„Neuwahlen wären fatal“
BERLIN - Carsten Linnemann (Foto: Rasemann), Vorsitzender der Mittelstands- und Wirtschaftsvereinigung der CDU/CSU, erwartet schwierige Koalitionsverhandlungen, wie er im Gespräch mit Andreas Herholz sagt.
Wie groß ist die Erleichterung der Union über den SPD-Beschluss?
Das sind keine guten Startvoraussetzungen für die Regierungsbildung. Die SPD wird mit hohem Druck in die Koalitionsverhandlungen gehen. Dieser Druck erzeugt Gegendruck, zumal auch wir unsere Positionen und Überzeugungen haben. Das werden also extrem schwierige Koalitionsverhandlungen. Dennoch bin ich zuversichtlich, dass wir Anfang Februar Ergebnisse vorlegen können. Dann muss die SPD-Basis entscheiden. Die SPD darf nicht vergessen: Auch bei uns ist das kein Selbstläufer.

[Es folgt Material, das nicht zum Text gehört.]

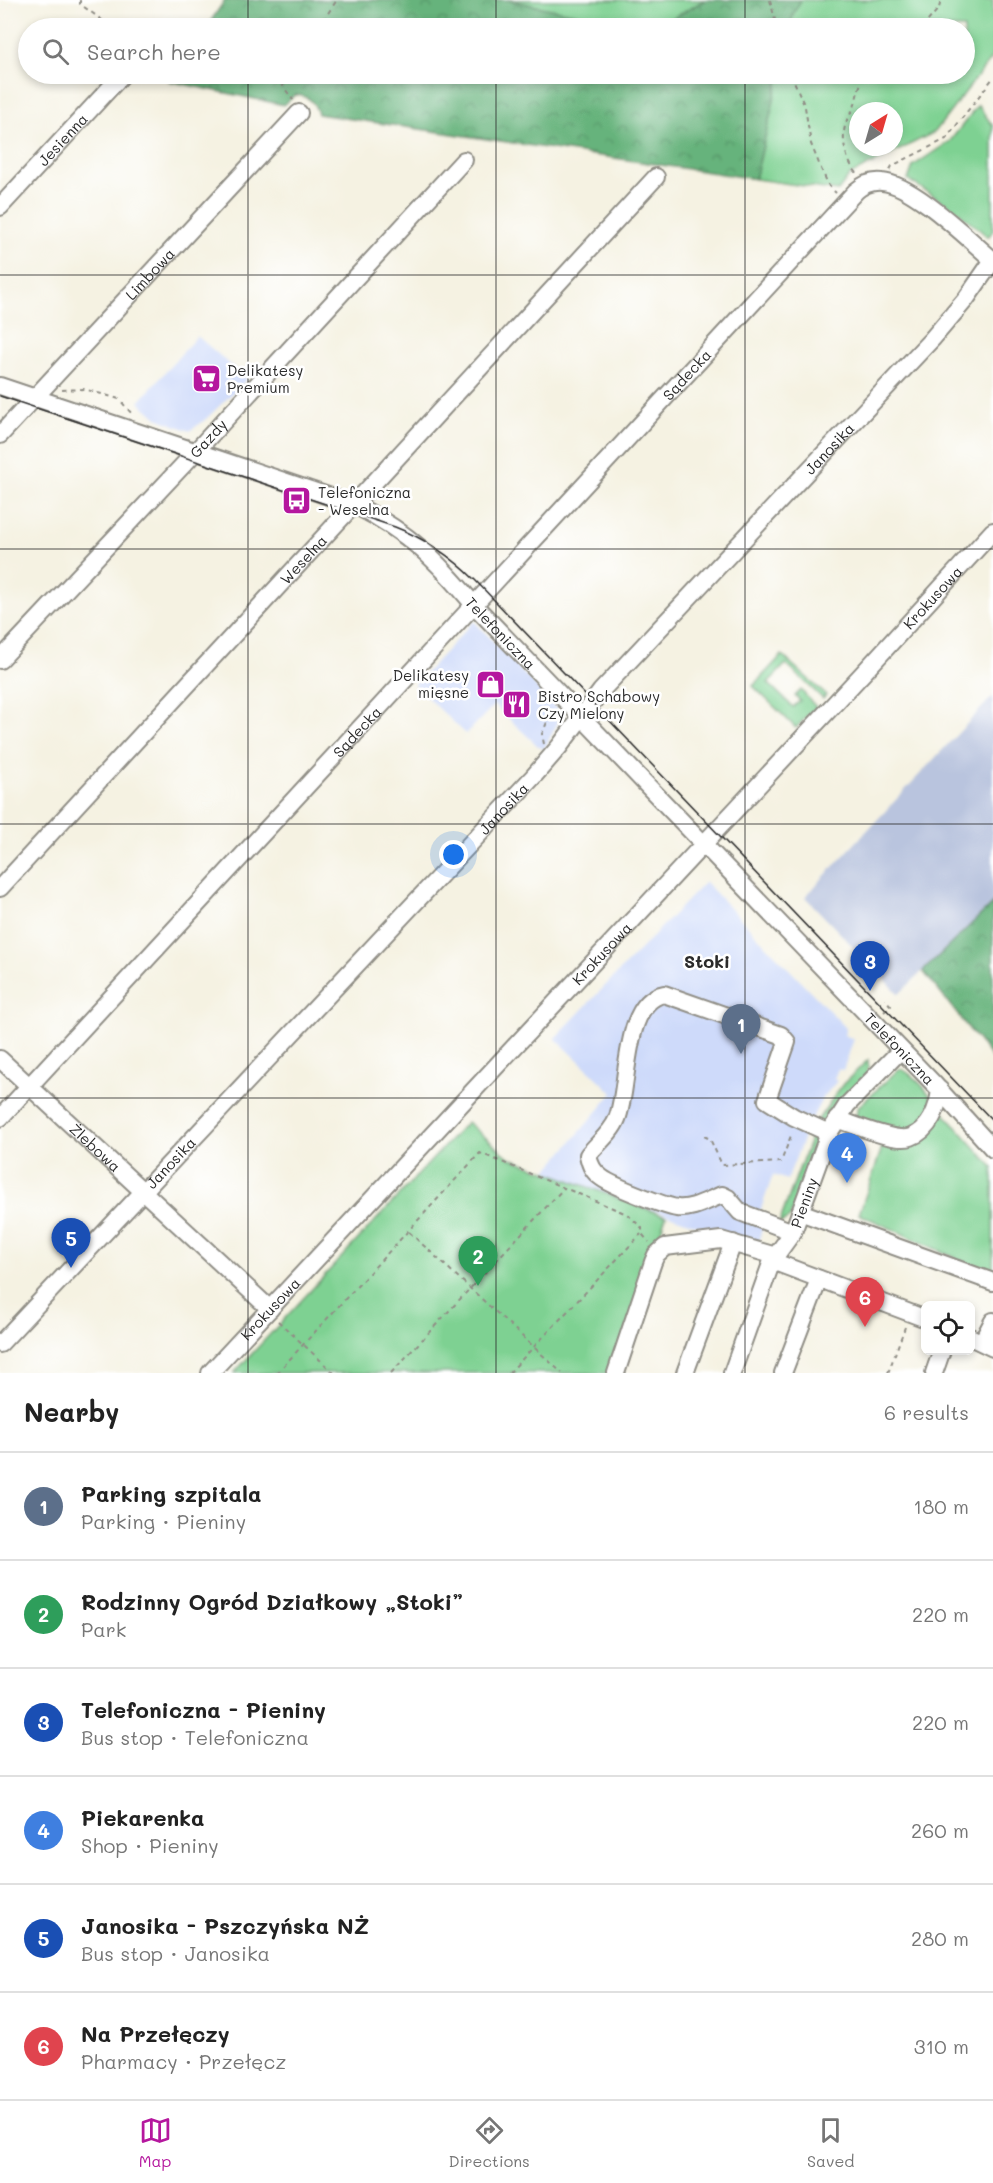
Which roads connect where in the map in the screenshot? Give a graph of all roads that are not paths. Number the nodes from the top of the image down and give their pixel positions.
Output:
1 (114, 84) edge
2 (299, 114) road end
3 (464, 160) dead end
4 (656, 177) dead end
5 (0, 207) edge
6 (993, 260) edge
7 (0, 386) edge
8 (38, 394) junction
9 (0, 435) edge
10 (195, 453) junction
11 (355, 505) junction
12 (993, 531) edge
13 (474, 605) junction
14 (0, 660) edge
15 (581, 717) junction
16 (703, 844) junction
17 (0, 888) edge
18 (901, 1050) junction
19 (0, 1059) edge
20 (30, 1087) junction
21 (940, 1090) junction
22 (0, 1118) edge
23 (833, 1126) junction
24 (993, 1149) edge
25 (144, 1192) junction
26 (800, 1212) junction
27 (793, 1232) junction
28 (733, 1243) junction
29 (774, 1259) junction
30 (819, 1279) junction
31 (993, 1282) edge
32 (270, 1310) junction
33 (918, 1316) edge
34 (993, 1321) edge
35 (982, 1343) edge
36 (0, 1344) edge
37 (940, 1355) edge
38 (210, 1373) edge
39 (616, 1373) edge
40 (685, 1373) edge
41 (732, 1373) edge
42 (783, 1373) edge
43 (934, 1373) edge

1 - 5 street, Jesienna
2 - 8 street, Limbowa
3 - 10 street, Gazdy
4 - 11 street, Weselna
6 - 13 street, Sądecka
6 - 15 street, Janosika
7 - 8 street, Telefoniczna
8 - 9 street, Limbowa
8 - 10 street, Telefoniczna
10 - 11 street, Telefoniczna
10 - 14 street, Gazdy
11 - 13 street, Telefoniczna
11 - 17 street, Weselna
12 - 16 street, Krokusowa
13 - 15 street, Telefoniczna
13 - 20 street, Sądecka
15 - 16 street, Telefoniczna
15 - 25 street, Janosika
16 - 18 street, Telefoniczna
16 - 32 street, Krokusowa
18 - 21 street, Telefoniczna
18 - 23 street, Pieniny
19 - 20 street, Żlebowa
20 - 22 street, Sądecka
20 - 25 street, Żlebowa
21 - 23 street
21 - 24 street, Telefoniczna
23 - 26 street, Pieniny
23 - 27 street
25 - 32 street, Żlebowa
25 - 36 street, Janosika
26 - 27 street, Pieniny
26 - 31 street
27 - 29 street, Pieniny
28 - 29 street
28 - 39 street
28 - 40 street
29 - 30 street
29 - 41 street, Pieniny
30 - 33 street
30 - 42 street
32 - 38 street, Krokusowa
34 - 35 street
37 - 43 street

Es wird noch einen Bundesparteitag der CDU geben, der ebenfalls über eine Neuauflage der Großen Koalition entscheiden muss.
Die SPD hat weitere Forderungen in den Bereichen Arbeit, Gesundheit und Flüchtlinge aufgestellt. Werden die Sondierungsergebnisse noch einmal aufgerollt?
Wenn man bereits Vereinbartes über Bord wirft, gibt es keine Vertrauensbasis mehr. Was bereits beschlossen wurde, muss gelten. Es gibt aber sicherlich einiges, was in Koalitionsverhandlungen noch präzisiert werden muss. Auch die Union hat noch Punkte, bei denen sie stärker ins Detail will. Insbesondere in den Bereichen Digitalisierung oder Energie sehe ich noch viel Potential. Bisher erhalten wir in diesen Punkten nur den Status Quo. Da muss noch mehr geschehen. Auch im Bereich Europa wird es noch schwierige Verhandlungen geben.
Wären Neuwahlen besser?
Neuwahlen wären fatal. Sie würden ein ähnliches Ergebnis produzieren wie im September, und die Politikverdrossenheit würde ins Unermessliche steigen. Es kann nicht sein, dass wir in einer repräsentativen Demokratie Wahlen haben, in denen uns das Volk, der Souverän, Verantwortung übergibt, und wir kommen damit nicht klar. Wir müssen jetzt endlich zu Potte kommen, eine Regierung bilden und die Zukunft des Landes gestalten. Das Land braucht Innovationen. Wir haben in der letzten Großen Koalition zu sehr den Status quo verwaltet und uns zu wenig um die Zukunft gekümmert.